[Start of section]

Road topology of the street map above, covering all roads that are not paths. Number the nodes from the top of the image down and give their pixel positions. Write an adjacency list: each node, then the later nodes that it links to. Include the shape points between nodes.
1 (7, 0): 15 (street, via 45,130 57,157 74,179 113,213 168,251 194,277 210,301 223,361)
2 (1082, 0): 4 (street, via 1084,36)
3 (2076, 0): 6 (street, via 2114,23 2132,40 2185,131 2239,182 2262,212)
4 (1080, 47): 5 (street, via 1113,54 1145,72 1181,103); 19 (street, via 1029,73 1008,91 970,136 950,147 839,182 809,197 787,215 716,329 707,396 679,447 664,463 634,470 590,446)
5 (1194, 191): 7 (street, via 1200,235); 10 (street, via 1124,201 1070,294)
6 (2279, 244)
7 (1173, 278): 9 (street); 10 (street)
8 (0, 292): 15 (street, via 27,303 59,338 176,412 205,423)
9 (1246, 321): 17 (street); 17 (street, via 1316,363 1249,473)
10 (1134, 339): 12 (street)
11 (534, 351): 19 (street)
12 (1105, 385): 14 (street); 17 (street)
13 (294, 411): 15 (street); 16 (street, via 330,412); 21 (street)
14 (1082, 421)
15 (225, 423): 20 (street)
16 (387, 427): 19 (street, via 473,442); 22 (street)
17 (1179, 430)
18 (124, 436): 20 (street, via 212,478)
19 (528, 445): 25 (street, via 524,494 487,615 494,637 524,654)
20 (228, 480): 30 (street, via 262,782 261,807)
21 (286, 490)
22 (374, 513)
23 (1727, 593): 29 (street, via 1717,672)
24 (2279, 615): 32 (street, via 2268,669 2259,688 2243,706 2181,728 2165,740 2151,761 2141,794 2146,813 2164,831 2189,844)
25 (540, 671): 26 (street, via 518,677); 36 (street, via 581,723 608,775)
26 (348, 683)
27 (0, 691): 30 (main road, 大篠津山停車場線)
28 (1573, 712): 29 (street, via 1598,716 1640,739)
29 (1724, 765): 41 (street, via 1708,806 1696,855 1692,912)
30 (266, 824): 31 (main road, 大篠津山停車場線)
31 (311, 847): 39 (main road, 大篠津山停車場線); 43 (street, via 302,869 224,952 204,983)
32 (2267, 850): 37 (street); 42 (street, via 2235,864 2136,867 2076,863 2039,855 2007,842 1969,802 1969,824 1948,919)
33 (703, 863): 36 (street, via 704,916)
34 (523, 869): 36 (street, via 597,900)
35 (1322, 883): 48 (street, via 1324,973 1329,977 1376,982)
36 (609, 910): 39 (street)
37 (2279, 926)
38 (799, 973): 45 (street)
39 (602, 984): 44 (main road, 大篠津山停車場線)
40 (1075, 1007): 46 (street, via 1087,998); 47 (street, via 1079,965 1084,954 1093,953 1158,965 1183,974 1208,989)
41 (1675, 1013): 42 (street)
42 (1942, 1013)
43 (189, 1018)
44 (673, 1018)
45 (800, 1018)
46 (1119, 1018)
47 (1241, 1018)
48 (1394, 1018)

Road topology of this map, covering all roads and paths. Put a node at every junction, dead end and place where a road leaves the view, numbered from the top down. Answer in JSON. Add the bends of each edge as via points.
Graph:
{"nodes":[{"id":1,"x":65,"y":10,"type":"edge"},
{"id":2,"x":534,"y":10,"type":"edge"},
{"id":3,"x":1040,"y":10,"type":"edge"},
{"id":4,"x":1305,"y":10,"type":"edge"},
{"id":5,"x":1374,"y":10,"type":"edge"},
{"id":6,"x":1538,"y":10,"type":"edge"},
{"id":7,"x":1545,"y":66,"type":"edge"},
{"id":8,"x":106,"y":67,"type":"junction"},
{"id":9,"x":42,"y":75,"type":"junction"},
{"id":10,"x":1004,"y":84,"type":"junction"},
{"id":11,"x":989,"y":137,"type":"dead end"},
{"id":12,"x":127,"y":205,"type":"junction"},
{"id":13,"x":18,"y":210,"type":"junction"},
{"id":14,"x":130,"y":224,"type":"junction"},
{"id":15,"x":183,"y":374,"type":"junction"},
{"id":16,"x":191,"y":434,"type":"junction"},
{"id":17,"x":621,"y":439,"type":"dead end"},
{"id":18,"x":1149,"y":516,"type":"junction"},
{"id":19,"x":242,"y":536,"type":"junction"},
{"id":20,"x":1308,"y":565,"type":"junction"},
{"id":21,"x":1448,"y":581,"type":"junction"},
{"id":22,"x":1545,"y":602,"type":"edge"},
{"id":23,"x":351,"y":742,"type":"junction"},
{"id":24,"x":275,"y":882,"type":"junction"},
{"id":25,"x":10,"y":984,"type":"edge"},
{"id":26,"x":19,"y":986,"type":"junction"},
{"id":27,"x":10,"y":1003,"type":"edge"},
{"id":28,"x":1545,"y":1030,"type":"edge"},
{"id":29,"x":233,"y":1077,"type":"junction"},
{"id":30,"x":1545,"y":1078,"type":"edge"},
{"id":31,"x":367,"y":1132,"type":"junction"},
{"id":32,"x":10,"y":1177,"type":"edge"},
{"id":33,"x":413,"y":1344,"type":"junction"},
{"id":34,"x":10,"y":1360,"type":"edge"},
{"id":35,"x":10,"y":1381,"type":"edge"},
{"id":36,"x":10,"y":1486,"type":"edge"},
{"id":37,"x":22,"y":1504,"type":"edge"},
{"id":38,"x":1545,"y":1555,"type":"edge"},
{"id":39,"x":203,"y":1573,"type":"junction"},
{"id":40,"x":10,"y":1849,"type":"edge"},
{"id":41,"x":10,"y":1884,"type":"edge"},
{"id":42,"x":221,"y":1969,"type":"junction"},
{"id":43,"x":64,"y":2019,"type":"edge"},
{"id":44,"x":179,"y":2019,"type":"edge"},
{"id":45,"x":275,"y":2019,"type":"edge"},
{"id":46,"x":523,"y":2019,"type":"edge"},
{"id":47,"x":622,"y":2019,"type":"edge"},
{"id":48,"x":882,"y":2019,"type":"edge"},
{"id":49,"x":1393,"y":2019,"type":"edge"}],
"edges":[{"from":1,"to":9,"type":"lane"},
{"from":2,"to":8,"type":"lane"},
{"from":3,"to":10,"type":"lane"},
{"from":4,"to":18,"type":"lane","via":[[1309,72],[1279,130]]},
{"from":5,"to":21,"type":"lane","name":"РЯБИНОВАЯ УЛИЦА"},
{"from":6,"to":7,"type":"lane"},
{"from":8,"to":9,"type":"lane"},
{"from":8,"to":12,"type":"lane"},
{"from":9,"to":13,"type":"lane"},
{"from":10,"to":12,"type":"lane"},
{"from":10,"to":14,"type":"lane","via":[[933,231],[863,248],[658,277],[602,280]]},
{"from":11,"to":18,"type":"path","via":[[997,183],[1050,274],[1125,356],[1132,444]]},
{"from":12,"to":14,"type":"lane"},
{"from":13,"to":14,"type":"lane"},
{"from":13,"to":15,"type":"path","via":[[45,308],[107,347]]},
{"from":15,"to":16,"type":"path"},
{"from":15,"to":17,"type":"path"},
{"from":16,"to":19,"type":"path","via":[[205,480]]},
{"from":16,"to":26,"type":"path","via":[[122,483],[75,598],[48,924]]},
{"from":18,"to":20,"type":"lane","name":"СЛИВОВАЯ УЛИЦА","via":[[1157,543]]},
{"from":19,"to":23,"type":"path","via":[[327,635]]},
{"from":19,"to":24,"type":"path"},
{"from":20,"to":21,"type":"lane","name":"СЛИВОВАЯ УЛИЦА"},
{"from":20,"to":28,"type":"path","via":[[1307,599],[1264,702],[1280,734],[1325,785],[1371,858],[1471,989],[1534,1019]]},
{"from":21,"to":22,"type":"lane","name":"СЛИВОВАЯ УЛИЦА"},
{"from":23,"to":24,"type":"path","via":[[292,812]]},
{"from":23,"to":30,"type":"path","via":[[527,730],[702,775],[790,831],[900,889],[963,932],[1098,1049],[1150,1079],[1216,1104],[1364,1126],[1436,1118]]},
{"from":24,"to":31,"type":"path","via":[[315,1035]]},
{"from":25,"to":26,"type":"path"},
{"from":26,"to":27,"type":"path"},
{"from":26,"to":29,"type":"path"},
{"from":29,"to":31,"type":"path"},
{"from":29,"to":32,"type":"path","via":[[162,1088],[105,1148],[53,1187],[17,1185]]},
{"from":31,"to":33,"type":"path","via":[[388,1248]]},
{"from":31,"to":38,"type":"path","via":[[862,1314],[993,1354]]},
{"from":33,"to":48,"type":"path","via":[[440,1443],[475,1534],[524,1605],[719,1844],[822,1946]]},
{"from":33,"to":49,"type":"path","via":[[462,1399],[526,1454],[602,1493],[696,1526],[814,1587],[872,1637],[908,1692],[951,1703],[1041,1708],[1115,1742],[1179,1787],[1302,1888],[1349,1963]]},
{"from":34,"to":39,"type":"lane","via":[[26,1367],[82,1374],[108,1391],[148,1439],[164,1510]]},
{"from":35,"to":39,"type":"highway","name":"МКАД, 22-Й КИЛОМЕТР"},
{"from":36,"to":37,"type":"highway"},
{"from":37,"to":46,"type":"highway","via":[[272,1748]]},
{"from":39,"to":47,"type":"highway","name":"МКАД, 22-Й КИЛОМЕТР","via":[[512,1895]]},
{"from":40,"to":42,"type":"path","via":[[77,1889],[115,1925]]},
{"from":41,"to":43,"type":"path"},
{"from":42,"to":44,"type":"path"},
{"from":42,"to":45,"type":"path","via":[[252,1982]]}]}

[End of section]

[Problem description] If a line in the entries above includes "УЛИЦА", count it; report the total alone.

[Exercise output] 4